→ INPUT DATA
-.-.-

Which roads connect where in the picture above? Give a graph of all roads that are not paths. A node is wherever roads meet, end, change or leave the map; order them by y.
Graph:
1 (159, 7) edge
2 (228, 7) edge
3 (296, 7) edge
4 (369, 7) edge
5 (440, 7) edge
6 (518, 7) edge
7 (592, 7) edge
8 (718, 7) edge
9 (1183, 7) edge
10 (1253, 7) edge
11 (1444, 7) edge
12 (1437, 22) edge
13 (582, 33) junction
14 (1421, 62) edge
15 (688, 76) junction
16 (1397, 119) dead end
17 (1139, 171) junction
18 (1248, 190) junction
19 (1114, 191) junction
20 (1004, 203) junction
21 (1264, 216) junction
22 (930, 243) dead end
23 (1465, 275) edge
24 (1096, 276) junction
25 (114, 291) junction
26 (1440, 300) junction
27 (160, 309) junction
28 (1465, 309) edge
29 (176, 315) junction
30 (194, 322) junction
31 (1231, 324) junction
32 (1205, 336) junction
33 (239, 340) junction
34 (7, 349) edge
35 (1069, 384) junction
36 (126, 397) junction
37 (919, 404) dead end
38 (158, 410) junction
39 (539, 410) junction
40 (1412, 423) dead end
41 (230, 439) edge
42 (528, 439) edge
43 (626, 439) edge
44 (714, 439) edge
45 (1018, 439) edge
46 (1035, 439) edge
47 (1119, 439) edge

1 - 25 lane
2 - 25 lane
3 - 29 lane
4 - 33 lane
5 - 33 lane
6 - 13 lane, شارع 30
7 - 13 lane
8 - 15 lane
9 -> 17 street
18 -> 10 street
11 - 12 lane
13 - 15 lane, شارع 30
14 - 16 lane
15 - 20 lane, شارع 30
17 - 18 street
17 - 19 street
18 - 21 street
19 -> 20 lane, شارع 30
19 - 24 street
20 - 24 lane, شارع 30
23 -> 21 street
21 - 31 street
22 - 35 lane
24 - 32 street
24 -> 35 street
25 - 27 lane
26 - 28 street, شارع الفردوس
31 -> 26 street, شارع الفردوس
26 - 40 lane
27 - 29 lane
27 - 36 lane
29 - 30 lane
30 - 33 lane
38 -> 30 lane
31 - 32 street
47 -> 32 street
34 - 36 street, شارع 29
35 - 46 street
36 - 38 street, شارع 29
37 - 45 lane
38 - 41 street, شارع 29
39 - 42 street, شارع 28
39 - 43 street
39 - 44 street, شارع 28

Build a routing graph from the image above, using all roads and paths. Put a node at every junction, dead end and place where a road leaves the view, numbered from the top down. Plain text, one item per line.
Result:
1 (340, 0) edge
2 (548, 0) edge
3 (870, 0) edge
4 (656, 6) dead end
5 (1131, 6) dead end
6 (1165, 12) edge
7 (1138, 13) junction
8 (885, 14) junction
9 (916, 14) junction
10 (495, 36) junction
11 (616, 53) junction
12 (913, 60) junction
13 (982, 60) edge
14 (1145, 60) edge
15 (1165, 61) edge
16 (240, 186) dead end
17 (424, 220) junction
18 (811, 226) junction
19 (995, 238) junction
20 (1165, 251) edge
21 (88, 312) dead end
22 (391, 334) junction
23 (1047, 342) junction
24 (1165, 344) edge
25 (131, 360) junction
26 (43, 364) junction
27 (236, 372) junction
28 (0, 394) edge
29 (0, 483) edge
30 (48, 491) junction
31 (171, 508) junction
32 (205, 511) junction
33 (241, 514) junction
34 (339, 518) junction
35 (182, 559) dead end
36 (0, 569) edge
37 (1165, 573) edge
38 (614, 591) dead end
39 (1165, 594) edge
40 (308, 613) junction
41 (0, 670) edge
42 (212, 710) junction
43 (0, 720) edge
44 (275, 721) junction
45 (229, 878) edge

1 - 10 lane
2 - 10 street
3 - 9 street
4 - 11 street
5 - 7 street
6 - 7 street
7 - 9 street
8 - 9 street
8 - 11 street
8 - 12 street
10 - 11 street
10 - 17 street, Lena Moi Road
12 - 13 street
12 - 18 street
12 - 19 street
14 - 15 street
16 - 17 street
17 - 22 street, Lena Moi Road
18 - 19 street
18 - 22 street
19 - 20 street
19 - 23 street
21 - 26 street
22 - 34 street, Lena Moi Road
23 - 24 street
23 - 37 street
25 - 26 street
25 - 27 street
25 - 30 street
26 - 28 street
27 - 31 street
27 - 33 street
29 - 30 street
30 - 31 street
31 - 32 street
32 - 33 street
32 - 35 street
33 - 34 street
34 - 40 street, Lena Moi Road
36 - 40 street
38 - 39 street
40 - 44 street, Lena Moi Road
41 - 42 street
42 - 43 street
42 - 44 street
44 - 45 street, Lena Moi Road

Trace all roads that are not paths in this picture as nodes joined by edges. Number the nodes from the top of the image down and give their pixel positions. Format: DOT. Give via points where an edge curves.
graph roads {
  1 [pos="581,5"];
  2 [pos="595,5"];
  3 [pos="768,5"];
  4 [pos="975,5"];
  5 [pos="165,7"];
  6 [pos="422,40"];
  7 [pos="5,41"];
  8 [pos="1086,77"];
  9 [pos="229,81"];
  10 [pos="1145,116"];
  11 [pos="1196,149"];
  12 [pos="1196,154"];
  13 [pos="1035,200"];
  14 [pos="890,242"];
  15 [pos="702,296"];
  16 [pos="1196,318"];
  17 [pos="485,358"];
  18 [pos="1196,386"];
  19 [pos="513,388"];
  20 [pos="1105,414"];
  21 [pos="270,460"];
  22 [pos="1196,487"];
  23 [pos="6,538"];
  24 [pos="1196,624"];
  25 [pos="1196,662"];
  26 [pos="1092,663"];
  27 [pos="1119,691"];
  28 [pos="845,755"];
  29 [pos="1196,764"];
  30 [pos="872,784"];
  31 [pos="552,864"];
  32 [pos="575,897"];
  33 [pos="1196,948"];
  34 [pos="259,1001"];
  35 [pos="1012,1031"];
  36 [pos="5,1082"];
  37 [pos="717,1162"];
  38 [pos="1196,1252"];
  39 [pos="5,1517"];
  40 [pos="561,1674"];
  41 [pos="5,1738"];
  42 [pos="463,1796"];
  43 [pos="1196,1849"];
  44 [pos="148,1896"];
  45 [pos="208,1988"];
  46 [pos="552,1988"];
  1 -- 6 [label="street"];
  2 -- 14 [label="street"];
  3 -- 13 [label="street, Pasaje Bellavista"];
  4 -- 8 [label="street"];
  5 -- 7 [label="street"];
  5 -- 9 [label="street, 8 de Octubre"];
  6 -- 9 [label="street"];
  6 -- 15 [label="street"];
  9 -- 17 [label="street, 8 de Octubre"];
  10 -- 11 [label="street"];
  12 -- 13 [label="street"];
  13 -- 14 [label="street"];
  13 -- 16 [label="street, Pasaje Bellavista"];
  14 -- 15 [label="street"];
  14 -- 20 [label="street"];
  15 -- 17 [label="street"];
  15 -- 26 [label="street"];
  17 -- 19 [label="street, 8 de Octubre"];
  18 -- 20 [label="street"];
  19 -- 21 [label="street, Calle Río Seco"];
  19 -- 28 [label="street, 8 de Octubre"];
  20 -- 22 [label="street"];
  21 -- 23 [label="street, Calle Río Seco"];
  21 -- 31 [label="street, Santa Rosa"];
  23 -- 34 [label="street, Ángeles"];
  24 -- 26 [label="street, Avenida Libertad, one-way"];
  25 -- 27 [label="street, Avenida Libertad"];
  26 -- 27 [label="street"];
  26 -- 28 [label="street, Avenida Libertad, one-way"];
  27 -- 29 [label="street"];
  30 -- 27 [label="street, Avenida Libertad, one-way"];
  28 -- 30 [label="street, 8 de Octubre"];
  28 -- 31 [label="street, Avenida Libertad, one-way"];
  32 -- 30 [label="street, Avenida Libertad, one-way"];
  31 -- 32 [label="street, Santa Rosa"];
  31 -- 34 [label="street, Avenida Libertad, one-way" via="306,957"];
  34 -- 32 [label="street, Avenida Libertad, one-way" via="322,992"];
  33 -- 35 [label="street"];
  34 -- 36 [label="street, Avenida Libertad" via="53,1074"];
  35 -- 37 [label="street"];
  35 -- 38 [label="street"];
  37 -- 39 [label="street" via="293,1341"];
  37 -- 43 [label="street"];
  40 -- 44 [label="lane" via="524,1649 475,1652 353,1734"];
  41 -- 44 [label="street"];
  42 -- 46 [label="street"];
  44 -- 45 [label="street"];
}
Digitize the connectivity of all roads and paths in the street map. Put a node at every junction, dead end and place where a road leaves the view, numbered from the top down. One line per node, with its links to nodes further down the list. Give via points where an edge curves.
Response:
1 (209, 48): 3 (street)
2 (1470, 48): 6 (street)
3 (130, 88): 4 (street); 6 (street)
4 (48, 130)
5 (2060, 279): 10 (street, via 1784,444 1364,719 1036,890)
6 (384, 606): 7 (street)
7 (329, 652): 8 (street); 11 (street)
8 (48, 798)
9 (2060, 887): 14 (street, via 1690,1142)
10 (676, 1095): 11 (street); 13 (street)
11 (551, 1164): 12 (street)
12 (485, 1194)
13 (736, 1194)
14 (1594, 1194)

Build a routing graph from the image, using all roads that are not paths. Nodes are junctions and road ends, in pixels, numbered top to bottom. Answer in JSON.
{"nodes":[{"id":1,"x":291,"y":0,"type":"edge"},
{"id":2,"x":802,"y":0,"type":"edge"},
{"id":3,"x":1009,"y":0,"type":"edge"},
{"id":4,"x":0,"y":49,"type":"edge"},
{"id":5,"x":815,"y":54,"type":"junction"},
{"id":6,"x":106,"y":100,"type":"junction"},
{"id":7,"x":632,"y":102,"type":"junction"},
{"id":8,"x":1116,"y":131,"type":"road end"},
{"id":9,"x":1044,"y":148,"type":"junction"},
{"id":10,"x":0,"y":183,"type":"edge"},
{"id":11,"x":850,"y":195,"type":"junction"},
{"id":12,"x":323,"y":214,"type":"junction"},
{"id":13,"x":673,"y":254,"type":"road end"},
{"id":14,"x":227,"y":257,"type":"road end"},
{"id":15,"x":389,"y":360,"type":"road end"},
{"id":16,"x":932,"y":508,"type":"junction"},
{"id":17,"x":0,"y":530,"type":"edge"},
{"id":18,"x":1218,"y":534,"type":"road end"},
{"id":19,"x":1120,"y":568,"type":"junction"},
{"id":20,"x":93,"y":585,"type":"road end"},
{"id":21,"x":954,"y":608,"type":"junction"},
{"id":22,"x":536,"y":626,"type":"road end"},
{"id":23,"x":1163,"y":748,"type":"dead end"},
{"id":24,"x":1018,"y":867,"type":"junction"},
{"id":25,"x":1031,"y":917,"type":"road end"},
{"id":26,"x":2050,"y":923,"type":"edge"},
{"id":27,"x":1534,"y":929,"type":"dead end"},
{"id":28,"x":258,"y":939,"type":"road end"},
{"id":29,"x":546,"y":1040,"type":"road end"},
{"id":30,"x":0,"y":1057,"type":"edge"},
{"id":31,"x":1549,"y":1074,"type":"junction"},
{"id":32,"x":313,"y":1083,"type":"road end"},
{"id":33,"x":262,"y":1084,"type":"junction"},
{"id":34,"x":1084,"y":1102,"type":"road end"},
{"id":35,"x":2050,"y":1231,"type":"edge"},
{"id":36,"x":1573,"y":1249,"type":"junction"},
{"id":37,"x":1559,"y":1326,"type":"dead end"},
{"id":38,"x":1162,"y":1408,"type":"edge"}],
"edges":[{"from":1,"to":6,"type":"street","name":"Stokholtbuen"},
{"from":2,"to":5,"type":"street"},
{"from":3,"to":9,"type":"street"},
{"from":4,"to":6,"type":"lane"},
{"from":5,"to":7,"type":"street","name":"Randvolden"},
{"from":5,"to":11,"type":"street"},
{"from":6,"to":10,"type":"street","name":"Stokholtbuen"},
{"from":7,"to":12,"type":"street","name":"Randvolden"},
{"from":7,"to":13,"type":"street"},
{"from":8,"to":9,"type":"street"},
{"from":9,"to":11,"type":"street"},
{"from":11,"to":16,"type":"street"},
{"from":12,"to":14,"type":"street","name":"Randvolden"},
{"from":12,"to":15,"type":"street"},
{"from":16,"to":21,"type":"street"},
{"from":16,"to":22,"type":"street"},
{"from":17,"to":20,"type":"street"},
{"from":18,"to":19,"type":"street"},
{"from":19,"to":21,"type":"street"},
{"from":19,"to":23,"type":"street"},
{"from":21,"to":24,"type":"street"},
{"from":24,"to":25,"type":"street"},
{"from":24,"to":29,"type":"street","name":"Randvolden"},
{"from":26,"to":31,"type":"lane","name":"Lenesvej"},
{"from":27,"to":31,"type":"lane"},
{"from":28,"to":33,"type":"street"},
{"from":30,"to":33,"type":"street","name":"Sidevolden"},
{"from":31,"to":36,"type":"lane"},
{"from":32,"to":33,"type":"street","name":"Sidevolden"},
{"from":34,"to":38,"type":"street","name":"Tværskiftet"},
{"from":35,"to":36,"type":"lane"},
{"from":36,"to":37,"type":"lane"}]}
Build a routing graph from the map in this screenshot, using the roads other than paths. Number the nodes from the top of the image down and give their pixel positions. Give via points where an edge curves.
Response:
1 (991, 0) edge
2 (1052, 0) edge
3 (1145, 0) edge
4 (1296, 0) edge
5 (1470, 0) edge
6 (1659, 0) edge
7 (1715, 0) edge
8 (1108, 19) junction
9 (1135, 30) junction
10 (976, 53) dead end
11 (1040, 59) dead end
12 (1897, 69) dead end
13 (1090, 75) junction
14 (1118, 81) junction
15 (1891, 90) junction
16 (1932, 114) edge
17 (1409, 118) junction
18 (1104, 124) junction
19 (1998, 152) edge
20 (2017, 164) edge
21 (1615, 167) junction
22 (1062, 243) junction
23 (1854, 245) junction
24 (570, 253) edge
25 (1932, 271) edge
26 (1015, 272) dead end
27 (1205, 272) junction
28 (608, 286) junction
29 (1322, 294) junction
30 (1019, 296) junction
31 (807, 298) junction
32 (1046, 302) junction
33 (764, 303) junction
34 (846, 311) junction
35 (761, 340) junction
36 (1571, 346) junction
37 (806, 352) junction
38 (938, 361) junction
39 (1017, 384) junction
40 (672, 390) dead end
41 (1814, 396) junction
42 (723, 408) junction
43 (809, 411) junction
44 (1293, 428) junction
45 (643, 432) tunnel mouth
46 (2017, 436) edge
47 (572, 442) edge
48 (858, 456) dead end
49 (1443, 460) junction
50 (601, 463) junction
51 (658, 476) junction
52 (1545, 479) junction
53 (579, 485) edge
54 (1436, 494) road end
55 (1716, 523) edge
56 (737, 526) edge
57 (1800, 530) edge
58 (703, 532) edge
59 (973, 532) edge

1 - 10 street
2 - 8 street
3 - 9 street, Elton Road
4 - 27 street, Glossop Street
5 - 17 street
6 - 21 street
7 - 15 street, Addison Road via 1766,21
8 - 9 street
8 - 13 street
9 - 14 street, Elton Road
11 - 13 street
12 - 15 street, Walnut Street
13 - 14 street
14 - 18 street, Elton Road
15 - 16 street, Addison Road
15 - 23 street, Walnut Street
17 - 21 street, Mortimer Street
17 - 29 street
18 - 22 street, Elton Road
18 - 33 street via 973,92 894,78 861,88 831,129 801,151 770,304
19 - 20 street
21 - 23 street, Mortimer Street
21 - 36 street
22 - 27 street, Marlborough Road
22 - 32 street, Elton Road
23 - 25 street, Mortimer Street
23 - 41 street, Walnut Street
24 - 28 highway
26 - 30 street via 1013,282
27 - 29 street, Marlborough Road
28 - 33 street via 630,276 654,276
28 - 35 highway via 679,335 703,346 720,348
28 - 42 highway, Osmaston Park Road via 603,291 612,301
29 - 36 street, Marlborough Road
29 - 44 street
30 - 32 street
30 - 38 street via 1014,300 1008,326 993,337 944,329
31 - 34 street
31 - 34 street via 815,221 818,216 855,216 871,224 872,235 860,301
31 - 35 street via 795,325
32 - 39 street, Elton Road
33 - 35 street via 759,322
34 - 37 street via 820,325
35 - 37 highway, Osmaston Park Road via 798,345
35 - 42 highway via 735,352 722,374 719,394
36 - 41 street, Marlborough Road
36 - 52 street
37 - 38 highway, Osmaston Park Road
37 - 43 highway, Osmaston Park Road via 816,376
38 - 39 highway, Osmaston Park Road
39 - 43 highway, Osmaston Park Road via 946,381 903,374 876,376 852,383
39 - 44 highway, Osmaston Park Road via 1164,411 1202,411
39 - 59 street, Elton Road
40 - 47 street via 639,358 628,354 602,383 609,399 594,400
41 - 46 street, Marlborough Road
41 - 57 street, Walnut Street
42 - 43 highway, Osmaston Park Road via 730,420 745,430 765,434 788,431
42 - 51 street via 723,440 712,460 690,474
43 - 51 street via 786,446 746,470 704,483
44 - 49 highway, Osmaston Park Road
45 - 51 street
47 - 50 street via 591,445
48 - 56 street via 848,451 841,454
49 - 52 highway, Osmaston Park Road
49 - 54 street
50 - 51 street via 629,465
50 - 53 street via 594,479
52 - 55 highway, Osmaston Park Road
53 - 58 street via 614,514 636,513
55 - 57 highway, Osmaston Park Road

-.-.-

What lines in the listing include the string "Lena"? Copy them out.

→ SOLUTION TO THE PROBLEM
10 - 17 street, Lena Moi Road
17 - 22 street, Lena Moi Road
22 - 34 street, Lena Moi Road
34 - 40 street, Lena Moi Road
40 - 44 street, Lena Moi Road
44 - 45 street, Lena Moi Road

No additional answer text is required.